[Data extract — start]

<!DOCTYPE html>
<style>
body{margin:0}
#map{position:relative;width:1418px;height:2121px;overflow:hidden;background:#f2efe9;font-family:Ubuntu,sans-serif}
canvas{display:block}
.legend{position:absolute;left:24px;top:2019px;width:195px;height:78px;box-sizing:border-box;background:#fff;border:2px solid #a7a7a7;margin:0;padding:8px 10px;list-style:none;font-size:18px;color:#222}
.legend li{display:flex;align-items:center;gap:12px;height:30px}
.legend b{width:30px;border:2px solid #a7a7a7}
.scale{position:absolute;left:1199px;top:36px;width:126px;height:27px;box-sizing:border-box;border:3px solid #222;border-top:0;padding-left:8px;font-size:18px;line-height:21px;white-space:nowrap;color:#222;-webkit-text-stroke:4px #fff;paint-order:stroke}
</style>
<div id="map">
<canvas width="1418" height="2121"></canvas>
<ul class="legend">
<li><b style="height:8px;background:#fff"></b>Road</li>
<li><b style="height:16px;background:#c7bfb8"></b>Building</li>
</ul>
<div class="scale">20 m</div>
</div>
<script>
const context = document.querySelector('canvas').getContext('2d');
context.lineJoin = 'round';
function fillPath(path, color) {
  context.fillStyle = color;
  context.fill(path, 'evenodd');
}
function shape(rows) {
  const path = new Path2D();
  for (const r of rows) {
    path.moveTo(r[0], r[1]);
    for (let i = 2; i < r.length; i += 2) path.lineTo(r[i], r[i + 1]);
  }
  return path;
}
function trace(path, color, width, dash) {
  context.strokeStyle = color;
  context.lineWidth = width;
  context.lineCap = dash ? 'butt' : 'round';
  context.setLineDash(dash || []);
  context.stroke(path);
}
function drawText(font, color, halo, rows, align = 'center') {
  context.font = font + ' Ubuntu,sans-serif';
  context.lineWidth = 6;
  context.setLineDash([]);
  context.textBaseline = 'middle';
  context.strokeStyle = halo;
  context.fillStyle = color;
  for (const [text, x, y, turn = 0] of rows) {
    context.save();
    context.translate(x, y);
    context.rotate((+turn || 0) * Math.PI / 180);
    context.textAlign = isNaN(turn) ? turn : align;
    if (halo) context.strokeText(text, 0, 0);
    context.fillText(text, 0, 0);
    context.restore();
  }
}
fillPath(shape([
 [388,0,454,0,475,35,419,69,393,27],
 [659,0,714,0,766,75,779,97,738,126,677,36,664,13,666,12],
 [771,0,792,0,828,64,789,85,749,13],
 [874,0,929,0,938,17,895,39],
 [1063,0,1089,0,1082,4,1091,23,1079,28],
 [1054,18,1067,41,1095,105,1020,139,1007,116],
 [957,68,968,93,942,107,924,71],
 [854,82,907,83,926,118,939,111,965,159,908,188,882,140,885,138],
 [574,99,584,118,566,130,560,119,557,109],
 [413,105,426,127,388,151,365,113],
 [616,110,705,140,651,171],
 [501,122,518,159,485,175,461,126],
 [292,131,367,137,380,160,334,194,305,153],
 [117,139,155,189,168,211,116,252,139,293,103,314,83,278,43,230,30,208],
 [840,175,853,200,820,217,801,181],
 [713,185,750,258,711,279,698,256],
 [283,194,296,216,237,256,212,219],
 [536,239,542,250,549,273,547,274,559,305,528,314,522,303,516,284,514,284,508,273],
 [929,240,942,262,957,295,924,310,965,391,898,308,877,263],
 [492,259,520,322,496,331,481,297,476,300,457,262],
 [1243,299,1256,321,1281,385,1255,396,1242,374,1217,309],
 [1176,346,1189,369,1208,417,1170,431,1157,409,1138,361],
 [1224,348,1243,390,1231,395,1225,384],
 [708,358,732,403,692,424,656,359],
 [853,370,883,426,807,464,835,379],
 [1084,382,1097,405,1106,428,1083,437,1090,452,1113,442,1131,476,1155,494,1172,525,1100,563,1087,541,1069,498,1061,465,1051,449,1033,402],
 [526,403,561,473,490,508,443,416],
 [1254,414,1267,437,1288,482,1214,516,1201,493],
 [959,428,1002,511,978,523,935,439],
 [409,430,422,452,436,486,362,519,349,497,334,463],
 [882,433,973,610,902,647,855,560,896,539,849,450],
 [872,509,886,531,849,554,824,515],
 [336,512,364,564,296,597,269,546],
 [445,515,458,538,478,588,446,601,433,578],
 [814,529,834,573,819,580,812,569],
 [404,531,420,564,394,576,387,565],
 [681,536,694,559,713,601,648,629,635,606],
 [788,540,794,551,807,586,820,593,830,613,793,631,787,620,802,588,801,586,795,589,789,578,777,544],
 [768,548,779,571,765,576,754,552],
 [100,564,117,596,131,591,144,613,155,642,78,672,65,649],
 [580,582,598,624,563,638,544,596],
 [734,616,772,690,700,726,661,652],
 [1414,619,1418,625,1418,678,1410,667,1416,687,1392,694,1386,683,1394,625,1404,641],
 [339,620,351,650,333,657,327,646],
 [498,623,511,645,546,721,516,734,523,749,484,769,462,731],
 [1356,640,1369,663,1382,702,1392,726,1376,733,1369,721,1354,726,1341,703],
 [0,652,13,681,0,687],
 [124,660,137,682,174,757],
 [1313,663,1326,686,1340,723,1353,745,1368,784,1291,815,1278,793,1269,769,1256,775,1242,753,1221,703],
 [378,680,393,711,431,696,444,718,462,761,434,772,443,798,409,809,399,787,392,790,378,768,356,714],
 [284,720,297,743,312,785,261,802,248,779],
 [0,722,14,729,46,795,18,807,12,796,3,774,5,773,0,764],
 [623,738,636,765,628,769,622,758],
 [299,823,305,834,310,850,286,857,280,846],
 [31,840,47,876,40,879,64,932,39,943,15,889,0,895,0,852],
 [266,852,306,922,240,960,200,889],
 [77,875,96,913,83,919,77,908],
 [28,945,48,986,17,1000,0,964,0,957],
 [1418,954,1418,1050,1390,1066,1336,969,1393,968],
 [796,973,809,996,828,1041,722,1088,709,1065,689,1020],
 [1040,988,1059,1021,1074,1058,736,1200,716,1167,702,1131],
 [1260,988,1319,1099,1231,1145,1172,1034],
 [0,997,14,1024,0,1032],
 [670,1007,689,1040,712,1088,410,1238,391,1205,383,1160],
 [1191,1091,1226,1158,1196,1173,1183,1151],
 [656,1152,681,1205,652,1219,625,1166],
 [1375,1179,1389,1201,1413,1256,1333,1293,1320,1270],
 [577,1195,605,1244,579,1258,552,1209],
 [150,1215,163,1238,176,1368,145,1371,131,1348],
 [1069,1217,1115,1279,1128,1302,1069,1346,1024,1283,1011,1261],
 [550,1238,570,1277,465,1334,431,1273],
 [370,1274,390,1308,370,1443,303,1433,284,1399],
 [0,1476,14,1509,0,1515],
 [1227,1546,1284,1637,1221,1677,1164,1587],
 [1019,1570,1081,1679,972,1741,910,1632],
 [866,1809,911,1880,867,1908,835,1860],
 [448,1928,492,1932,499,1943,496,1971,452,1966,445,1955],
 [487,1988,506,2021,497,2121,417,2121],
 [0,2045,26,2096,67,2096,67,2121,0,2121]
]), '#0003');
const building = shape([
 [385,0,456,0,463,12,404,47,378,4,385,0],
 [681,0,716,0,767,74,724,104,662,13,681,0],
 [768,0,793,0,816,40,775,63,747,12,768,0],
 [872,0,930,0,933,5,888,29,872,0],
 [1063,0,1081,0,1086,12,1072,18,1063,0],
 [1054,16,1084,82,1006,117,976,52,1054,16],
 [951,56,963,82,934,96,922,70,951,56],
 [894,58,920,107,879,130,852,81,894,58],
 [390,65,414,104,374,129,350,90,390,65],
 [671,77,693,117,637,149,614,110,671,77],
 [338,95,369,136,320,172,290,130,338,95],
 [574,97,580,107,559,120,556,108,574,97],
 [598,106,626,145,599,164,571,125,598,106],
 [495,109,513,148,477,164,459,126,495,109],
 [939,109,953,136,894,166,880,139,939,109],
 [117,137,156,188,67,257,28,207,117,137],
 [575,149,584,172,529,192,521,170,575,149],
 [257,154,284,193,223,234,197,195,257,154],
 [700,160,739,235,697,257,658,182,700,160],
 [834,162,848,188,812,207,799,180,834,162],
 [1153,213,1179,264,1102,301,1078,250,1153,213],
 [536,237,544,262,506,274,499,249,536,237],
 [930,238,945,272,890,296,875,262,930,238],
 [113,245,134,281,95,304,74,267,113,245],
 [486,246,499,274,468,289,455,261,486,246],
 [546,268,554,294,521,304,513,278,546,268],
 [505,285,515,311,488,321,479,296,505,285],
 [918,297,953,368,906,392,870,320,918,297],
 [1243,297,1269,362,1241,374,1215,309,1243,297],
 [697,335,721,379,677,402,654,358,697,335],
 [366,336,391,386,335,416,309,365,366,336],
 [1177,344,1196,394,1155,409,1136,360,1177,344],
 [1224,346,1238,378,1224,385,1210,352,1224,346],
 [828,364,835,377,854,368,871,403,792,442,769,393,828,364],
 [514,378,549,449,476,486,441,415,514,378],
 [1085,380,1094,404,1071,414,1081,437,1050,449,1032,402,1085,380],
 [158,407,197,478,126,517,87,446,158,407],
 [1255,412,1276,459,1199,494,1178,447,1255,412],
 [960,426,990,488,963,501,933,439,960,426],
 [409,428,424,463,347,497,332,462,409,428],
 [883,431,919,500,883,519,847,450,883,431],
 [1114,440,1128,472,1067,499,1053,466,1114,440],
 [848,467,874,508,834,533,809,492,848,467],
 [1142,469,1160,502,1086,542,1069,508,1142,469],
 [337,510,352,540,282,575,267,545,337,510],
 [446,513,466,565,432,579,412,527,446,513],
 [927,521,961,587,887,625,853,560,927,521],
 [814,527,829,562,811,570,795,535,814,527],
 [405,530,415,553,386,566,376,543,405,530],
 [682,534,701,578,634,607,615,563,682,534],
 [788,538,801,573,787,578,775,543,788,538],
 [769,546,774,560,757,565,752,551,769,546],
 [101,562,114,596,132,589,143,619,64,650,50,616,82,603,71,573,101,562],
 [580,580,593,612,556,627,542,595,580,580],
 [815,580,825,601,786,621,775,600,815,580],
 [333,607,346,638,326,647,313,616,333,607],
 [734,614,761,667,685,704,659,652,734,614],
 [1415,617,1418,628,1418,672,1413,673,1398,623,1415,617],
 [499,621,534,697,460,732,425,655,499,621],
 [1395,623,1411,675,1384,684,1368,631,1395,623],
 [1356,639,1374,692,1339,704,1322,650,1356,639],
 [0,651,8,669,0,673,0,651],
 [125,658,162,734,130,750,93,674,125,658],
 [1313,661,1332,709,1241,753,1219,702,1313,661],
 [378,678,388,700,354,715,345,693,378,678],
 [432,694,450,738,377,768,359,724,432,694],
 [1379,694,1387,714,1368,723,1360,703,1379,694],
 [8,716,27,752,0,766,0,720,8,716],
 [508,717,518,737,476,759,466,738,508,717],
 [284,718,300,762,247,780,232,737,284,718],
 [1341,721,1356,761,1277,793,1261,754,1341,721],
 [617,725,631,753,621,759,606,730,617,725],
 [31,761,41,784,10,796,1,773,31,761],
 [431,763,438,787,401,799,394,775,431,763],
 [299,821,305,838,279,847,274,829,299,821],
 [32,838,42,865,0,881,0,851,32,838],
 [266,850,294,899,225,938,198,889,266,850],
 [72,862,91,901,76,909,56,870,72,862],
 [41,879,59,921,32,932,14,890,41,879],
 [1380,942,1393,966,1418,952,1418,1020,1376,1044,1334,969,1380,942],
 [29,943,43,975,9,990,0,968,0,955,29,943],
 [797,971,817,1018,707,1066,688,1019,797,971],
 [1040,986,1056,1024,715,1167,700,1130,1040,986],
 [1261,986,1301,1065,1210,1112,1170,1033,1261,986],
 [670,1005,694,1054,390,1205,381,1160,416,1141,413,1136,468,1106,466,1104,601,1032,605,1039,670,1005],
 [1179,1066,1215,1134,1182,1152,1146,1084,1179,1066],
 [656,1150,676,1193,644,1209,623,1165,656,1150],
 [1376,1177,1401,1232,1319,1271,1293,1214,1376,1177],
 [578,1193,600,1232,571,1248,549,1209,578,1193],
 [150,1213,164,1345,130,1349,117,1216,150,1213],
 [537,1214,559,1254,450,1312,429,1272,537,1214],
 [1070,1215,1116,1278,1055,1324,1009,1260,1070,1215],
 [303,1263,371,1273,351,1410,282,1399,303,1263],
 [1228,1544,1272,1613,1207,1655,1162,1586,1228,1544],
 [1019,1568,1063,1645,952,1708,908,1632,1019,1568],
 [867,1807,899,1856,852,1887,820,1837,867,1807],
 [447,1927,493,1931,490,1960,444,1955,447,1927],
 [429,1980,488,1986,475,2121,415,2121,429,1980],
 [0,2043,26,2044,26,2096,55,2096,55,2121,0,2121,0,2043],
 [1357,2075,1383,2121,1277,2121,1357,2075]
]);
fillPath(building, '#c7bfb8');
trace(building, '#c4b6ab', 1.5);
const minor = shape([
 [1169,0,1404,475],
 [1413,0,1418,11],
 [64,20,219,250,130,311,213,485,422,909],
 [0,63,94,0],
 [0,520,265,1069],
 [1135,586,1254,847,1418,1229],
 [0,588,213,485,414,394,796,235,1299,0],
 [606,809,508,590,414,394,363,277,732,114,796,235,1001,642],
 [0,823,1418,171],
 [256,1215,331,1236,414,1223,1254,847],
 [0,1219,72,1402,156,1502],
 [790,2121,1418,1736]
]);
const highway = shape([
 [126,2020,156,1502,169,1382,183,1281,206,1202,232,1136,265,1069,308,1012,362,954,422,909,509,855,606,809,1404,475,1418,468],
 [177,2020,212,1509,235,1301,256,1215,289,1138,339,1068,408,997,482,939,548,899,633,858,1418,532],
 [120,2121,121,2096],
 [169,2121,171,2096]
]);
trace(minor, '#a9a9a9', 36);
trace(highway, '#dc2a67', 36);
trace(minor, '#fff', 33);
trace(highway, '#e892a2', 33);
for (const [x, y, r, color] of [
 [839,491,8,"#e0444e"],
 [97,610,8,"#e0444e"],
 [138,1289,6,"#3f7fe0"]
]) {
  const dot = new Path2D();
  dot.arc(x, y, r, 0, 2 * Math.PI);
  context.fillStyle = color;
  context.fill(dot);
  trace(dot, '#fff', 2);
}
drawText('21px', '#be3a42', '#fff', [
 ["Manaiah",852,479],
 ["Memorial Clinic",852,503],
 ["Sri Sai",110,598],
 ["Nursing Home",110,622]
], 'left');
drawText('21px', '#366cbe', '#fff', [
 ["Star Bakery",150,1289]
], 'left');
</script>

[Data extract — finish]

### Assignment
All lines from the one that contains "const dot = new Path2D();" to the last line above must be given again exactly, with both included and nothing added.

### Result of the task
  const dot = new Path2D();
  dot.arc(x, y, r, 0, 2 * Math.PI);
  context.fillStyle = color;
  context.fill(dot);
  trace(dot, '#fff', 2);
}
drawText('21px', '#be3a42', '#fff', [
 ["Manaiah",852,479],
 ["Memorial Clinic",852,503],
 ["Sri Sai",110,598],
 ["Nursing Home",110,622]
], 'left');
drawText('21px', '#366cbe', '#fff', [
 ["Star Bakery",150,1289]
], 'left');
</script>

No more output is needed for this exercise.